In ANO (No1) Limited v HMRC  UKFTT 406 (TC), the FTT has held that a pre-ordained series of transactions implemented to avoid the application of Schedule 7A, Taxation of Chargeable Gains Act 1992 (TCGA), to pre-entry losses were effective.
Schedule 7A, TCGA, restricts the use of capital losses accrued by a company before it joins a group, but does not restrict the use of a group’s losses against the capital gains of a company which joins the group after the losses have accrued.
ANO (No1) Limited (ANO) was the head of a loss-making group. It implemented a series of transactions with the intention of enabling the capital gains of companies in a group of companies (the O&H group) whose holding company was O&H Holdings Ltd (O&H), to be offset against the losses of companies in the group of companies whose holding company was headed by ANO (the ANO group).
O&H was the parent company of a property development group which disposed of some of its smaller companies, realising a capital gain against which no relief was available. Schedule 7A, TCGA, would prevent the OH group from acquiring a company with capital losses and offsetting those losses against the gains from the disposal of the smaller companies, but it would not prevent the offsetting of losses if a group with capital losses acquired a group with capital gains. In such a situation, the capital losses of the acquiring group could be offset against the capital gains of the acquired group.
The ANO group therefore implemented a series of transactions to offset the gains of the companies in the OH group against the ANO group’s losses.
If ANO had acquired the O&H group, it was accepted the transactions would not have been caught by Schedule 7A. However, this was not what had happened. The O&H shareholders were concerned about their group being acquired by a loss group and so the transactions involved the insertion of a new holding company, Style Services Group Limited (SSG), above ANO before SSG acquired the O&H group. SSG was wholly owned by the shareholders of the O&H group.

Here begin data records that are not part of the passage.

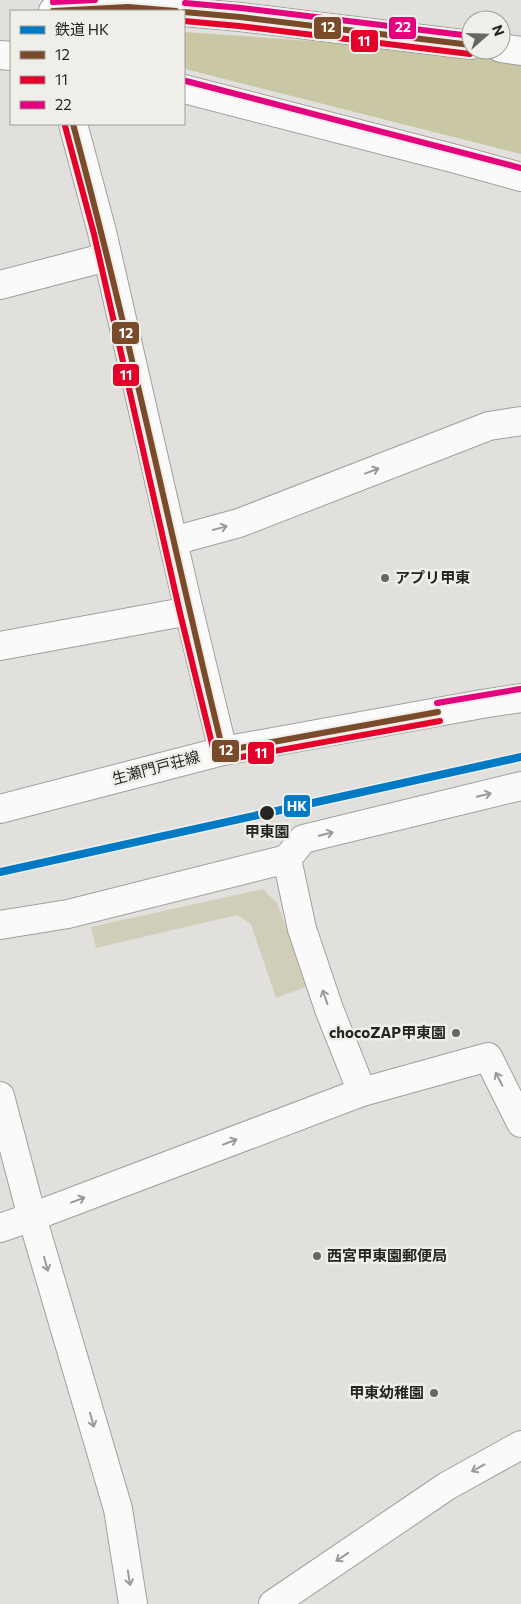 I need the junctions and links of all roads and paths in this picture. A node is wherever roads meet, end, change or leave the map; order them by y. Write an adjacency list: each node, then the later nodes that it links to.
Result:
1 (40, 0): 2 (street)
2 (51, 10)
3 (71, 10): 4 (street)
4 (164, 10)
5 (185, 12): 6 (street)
6 (461, 44)
7 (185, 89): 9 (street)
8 (73, 125): 10 (street)
9 (521, 177)
10 (107, 258): 11 (street); 13 (street)
11 (0, 285)
12 (521, 421): 13 (street, one-way to 12)
13 (173, 541): 14 (street)
14 (189, 611): 15 (street); 17 (street)
15 (0, 646)
16 (521, 698): 17 (street, 生瀬門戸荘線)
17 (224, 751): 19 (street, 生瀬門戸荘線)
18 (521, 786): 20 (street, one-way to 18)
19 (0, 809)
20 (287, 859): 21 (street); 22 (street, one-way to 20)
21 (0, 925)
22 (362, 1092): 24 (street, one-way to 22); 25 (street, one-way to 22)
23 (0, 1096): 25 (street)
24 (521, 1123)
25 (32, 1217): 26 (street); 28 (street, one-way to 28)
26 (0, 1228)
27 (521, 1445): 29 (street, one-way to 29)
28 (133, 1604)
29 (273, 1604)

In order for the transactions to achieve the desired result, paragraph 1(7), Schedule 7A, needed to apply to ensure that the group headed up by SSG was treated the same as the ANO group, otherwise the ANO group losses would be restricted by the pre-entry rules contained in paragraph 1(6), Schedule 7A.
HMRC issued a closure notice amending ANO’s corporation tax return, stating that the losses of the ANO group were pre-entry losses to the SSG group and therefore the gains of the O&H group could not be offset against the losses of the ANO group. ANO appealed.
The appeal was allowed.
One of the conditions which has to be satisfied in paragraph 1(7), Schedule 7A, is that immediately after becoming the new principal of the ANO group, SSG had assets consisting entirely, or almost entirely, of shares comprised in the issued share capital of ANO (paragraph 1(7)(b)(ii)).
HMRC had relied on the Ramsay principle, to argue that paragraph 1(7)(b)(ii) was not satisfied because, when looking at the assets of the new holding company, SSG, immediately after it acquired ANO, you have to take into account the pre-ordained later step of the acquisition of the O&H group.
The FTT agreed with ANO. It noted that the language of Schedule 7A did not include any tax avoidance test and was specific enough so as to deny the use of losses in certain identified circumstances only.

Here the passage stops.